Copy out each line of the listing below that contains the word "Left".
▬▬▬▬▬▬
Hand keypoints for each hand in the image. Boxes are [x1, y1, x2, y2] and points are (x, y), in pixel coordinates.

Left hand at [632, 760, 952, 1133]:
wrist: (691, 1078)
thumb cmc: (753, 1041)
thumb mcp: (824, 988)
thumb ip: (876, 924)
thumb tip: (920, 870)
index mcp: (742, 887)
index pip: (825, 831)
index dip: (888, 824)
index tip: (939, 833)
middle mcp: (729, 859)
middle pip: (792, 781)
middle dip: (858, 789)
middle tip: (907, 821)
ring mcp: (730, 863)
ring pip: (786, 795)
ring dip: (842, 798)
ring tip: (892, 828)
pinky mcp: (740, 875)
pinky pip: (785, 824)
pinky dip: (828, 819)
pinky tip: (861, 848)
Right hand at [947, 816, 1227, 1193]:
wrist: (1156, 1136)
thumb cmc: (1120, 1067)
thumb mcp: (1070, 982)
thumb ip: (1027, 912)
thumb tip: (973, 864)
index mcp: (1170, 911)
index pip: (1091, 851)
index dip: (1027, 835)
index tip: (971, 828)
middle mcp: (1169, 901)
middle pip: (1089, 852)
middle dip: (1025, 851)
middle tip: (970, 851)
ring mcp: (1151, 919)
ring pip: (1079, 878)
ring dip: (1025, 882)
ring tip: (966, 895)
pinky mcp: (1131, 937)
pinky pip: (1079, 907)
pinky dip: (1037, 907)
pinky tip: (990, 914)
▬▬▬▬▬▬
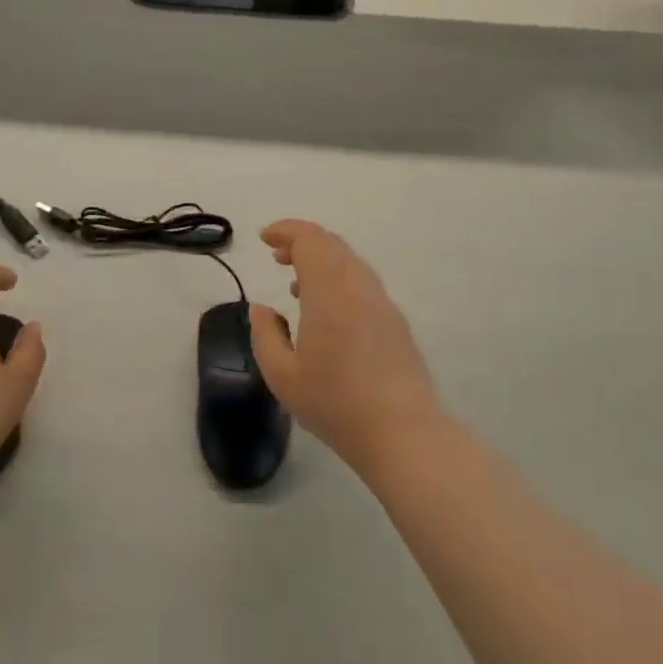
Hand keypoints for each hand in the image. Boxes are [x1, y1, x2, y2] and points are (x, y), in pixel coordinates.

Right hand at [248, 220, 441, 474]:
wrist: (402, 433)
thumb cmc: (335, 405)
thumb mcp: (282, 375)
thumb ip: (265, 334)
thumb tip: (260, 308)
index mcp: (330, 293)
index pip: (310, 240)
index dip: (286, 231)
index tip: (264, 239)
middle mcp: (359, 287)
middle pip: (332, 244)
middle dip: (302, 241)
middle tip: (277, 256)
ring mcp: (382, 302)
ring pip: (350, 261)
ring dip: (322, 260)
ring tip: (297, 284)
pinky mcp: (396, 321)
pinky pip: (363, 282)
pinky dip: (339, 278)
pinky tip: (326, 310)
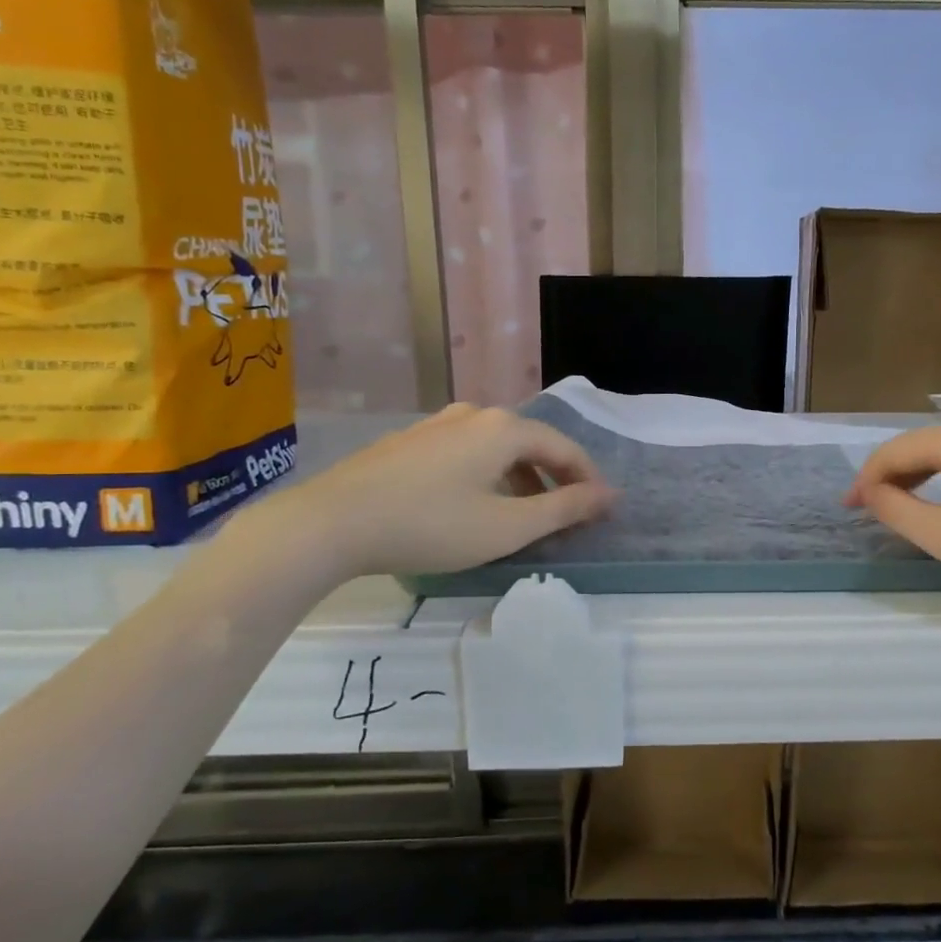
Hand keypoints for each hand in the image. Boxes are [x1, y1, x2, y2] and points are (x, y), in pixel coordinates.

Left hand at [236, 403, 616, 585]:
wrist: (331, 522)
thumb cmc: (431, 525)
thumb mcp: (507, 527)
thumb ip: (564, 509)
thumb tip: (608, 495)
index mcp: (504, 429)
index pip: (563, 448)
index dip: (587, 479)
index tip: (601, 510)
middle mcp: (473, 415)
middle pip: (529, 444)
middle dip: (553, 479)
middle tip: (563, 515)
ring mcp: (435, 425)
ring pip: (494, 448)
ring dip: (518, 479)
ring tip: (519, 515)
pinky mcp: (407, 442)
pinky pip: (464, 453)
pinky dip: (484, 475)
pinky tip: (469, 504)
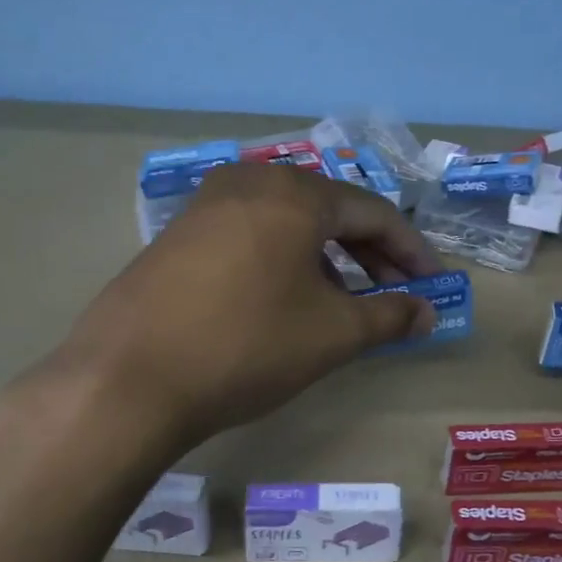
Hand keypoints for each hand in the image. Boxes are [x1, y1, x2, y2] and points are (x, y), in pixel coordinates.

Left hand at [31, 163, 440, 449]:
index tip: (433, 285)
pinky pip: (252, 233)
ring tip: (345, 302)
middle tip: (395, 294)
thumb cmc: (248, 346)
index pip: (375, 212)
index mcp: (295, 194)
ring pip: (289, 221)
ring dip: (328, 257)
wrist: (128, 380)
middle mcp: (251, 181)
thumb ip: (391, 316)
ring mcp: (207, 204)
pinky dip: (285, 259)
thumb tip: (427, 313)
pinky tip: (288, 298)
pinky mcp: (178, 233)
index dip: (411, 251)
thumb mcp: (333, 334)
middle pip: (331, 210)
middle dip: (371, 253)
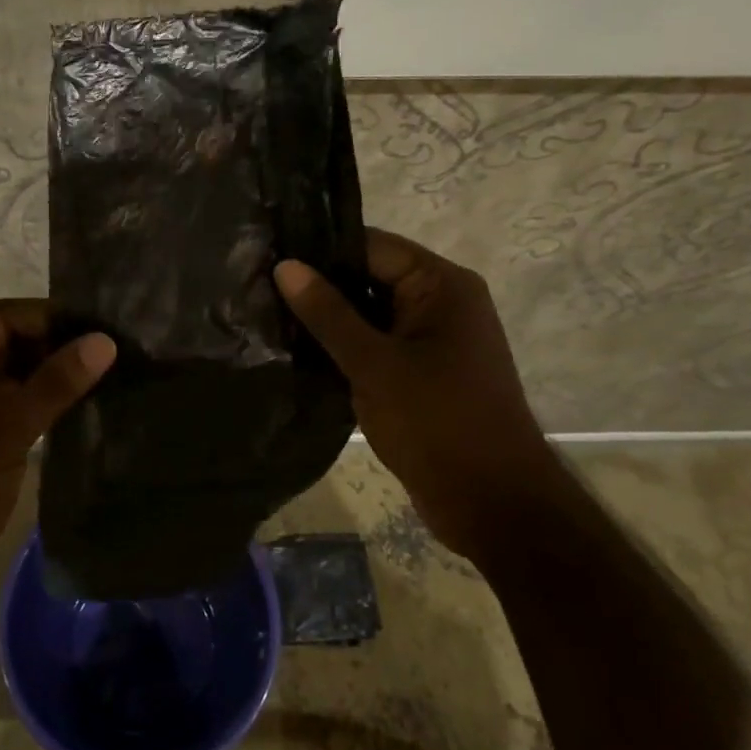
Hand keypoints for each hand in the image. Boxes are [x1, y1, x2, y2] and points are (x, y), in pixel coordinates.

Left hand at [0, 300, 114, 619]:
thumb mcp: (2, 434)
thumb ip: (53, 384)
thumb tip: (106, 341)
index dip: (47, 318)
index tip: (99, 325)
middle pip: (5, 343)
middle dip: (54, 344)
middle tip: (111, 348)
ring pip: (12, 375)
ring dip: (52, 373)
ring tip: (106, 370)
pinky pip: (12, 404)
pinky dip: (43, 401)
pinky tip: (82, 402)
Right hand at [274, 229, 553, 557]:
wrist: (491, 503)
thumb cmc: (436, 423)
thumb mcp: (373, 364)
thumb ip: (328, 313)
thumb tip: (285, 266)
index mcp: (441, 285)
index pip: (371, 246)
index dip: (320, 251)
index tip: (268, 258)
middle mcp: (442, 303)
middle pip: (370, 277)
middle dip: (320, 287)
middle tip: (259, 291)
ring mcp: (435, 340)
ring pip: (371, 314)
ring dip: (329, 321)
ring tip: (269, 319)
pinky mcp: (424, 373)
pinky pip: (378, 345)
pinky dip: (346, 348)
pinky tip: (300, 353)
▬▬▬▬▬▬
## [REPLY TO THE EXERCISE]
Left hand at [632, 760, 952, 1133]:
Left hand at [236, 403, 616, 585]:
Left hand at [31, 163, 440, 449]:
Left hand at [0, 300, 114, 619]:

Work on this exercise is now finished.